Jacobson last month suggested that it wouldn‘t take very long to set up an embassy, calling the process of restoring diplomatic ties between the former adversaries “relatively straightforward.”

The announcement came as Agriculture Secretary Tom Vilsack hailed the launch of an agricultural coalition that hopes to convince Congress to lift the congressionally-imposed trade embargo that growers and ranchers say makes it difficult to do business in Cuba.

Vilsack said Obama had done as much as he could to open up Cuba, saying his changes will remove “technical barriers” and make U.S. products more competitive.

“But there are still legislative hurdles to cross,” he said.

He argued that more U.S. agriculture products in Cuba could prompt societal change, citing former Soviet leader Nikita Khrushchev’s 1959 visit to an Iowa farm.
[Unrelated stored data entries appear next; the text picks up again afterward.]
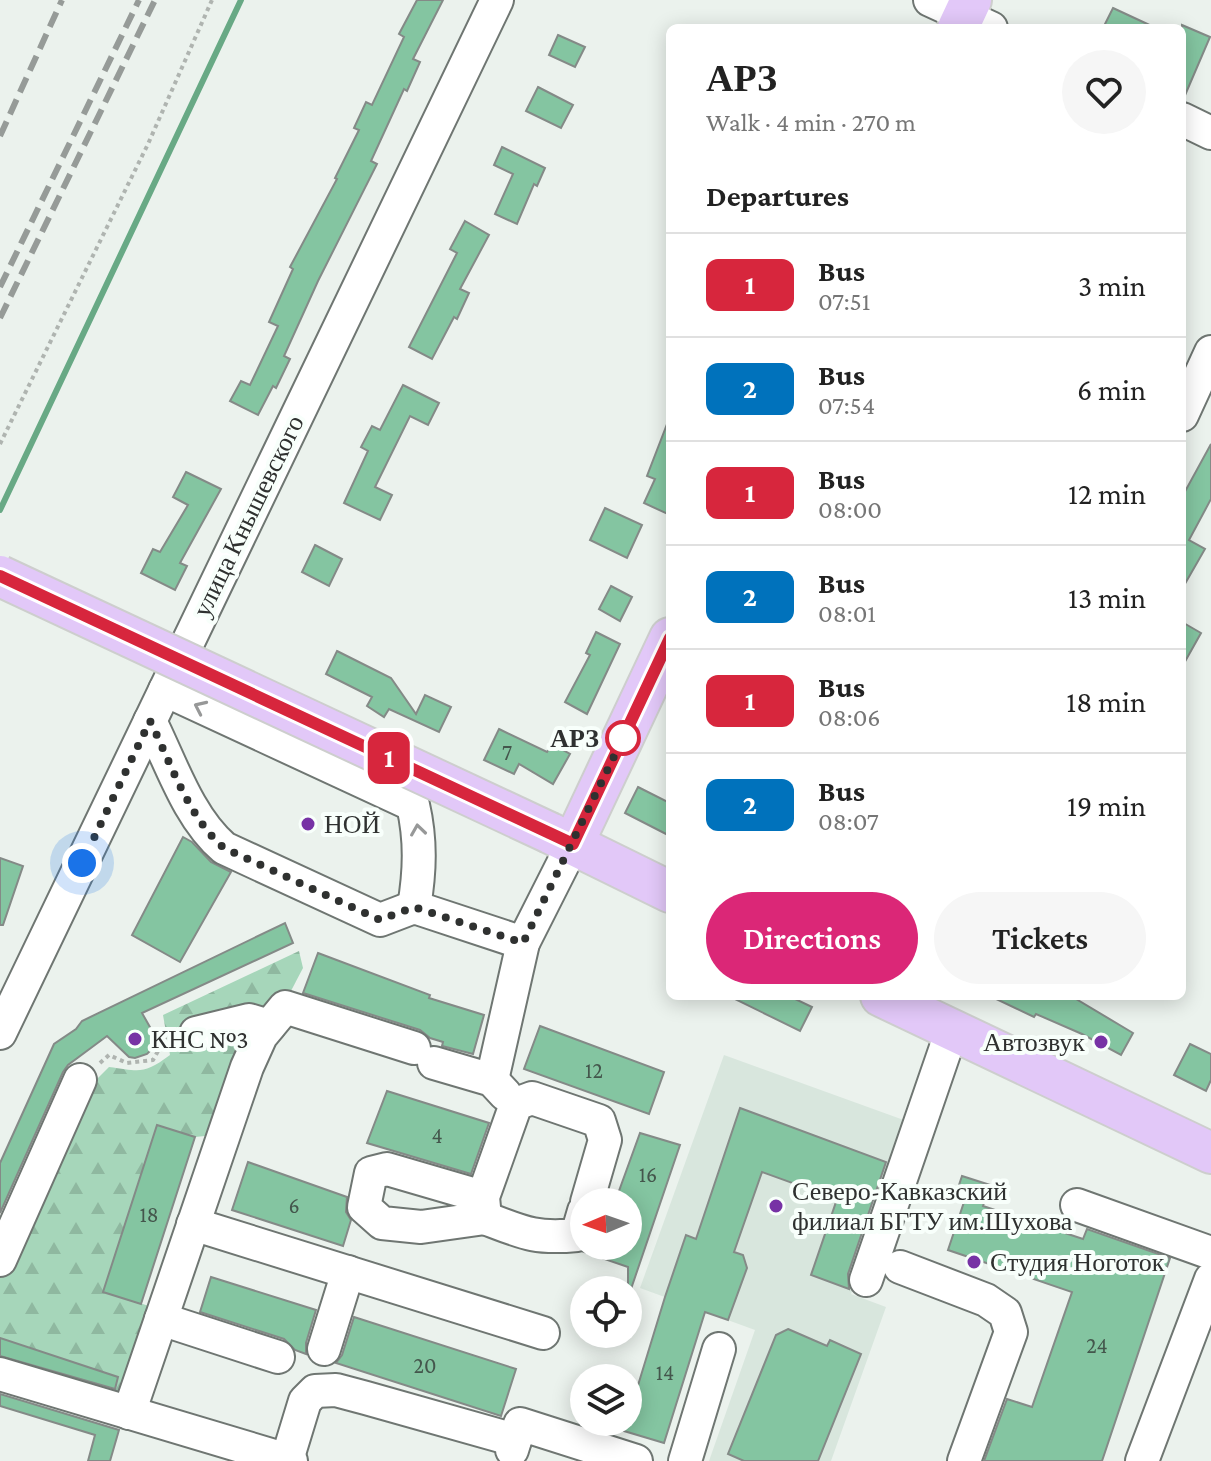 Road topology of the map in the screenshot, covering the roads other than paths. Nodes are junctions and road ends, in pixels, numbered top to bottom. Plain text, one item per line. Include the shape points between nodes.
1 (497, 0) edge
2 (1186, 121) edge
3 (1211, 133) edge
4 (1211, 352) edge
5 (1186, 406) edge
6 (0, 576) edge
7 (666, 645) edge
8 (165, 690) junction
9 (150, 721) junction
10 (562, 838) junction
11 (666, 890) edge
12 (414, 907) junction
13 (523, 943) junction
14 (902, 1001) edge
15 (269, 1026) junction
16 (952, 1030) junction
17 (0, 1033) edge
18 (196, 1033) dead end
19 (80, 1080) dead end
20 (492, 1080) junction
21 (516, 1104) junction
22 (1211, 1153) edge
23 (591, 1188) edge
24 (1077, 1205) dead end
25 (193, 1224) junction
26 (570, 1236) edge
27 (1211, 1253) edge
28 (0, 1260) edge
29 (900, 1267) dead end
30 (348, 1272) junction
31 (1211, 1279) edge
32 (866, 1280) dead end
33 (161, 1319) junction
34 (543, 1333) dead end
35 (324, 1349) dead end
36 (719, 1349) dead end
37 (278, 1357) dead end
38 (0, 1374) edge
39 (129, 1413) junction
40 (515, 1442) edge
41 (289, 1460) edge
42 (636, 1461) edge
43 (685, 1461) edge
44 (964, 1461) edge
45 (1142, 1461) edge

1 - 8 street, улица Кнышевского
2 - 3 street
4 - 5 street
6 - 10 main road, bridge
7 - 10 main road
8 - 9 street, улица Кнышевского
12 -> 8 street via 420,835 413,805
9 - 12 street via 195,812 224,848 380,920
9 - 17 street, улица Кнышевского
10 - 11 main road
10 - 13 street
12 - 13 street
13 - 20 street
14 - 16 main road
15 - 18 street via 249,1020
15 - 20 street via 285,1007
15 - 25 street via 247,1067
16 - 22 main road
16 - 32 street
19 - 28 street
20 - 21 street
21 - 23 street via 532,1098 599,1121 605,1140
21 - 26 street via 484,1208 534,1237
24 - 27 street
25 - 30 street
25 - 33 street
29 - 44 street via 986,1300 1005,1313 1011,1332
30 - 34 street
30 - 35 street
31 - 45 street
33 - 37 street
33 - 39 street
36 - 43 street
38 - 39 street
39 - 41 street
40 - 41 street via 336,1390 315,1391 305,1401
40 - 42 street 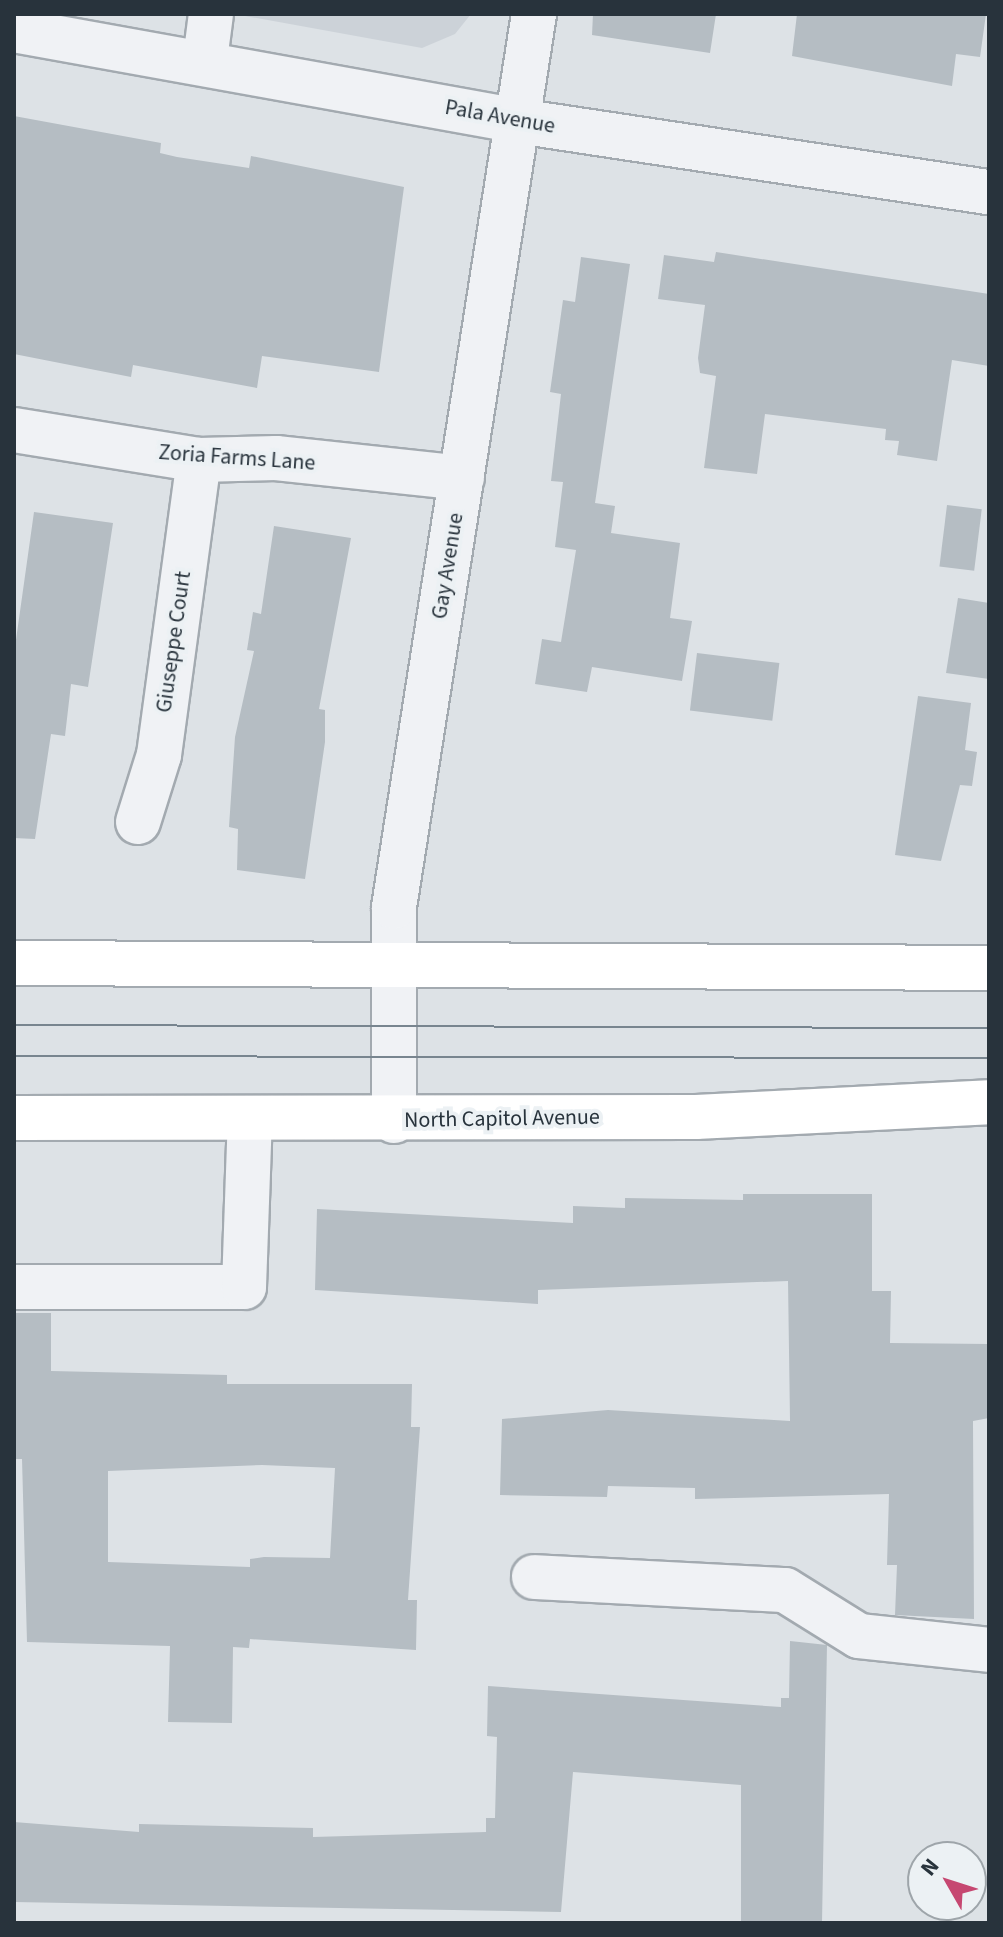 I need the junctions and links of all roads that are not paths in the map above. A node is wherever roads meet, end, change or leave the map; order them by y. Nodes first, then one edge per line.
1 (211, 14) edge
2 (534, 14) edge
3 (14, 30) edge
4 (205, 60) junction
5 (518, 121) junction
6 (989, 192) edge
7 (14, 430) edge
8 (199, 460) junction
9 (462, 478) junction
10 (138, 822) dead end
11 (395, 961) junction
12 (14, 963) edge
13 (989, 968) edge
14 (989, 1102) edge
15 (14, 1118) edge
16 (250, 1119) junction
17 (394, 1121) junction
18 (14, 1287) edge
19 (534, 1577) dead end
20 (989, 1650) edge

1 - 4 street
2 - 5 street, Gay Avenue
3 - 4 street, Pala Avenue
4 - 5 street, Pala Avenue
5 - 6 street, Pala Avenue
5 - 9 street, Gay Avenue
7 - 8 street, Zoria Farms Lane
8 - 9 street, Zoria Farms Lane
8 - 10 street, Giuseppe Court
9 - 11 street, Gay Avenue
11 - 12 main road
11 - 13 main road
11 - 17 street, Gay Avenue
14 - 17 main road, North Capitol Avenue
15 - 16 main road, North Capitol Avenue
16 - 17 main road, North Capitol Avenue
16 - 18 street
19 - 20 street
"I have no doubt that as we expand opportunity to introduce American products to the Cuban market Cubans will begin to ask some serious questions about their system," Vilsack said.

The new chairman of the Senate Foreign Relations Committee this week told reporters that he doesn’t believe the embargo is working.

“This is a policy... that has not yielded the result we had hoped it would yield, obviously. I think that’s pretty apparent,” Sen. Bob Corker, R-Tenn. said in conference call with reporters, according to Gannet newspapers.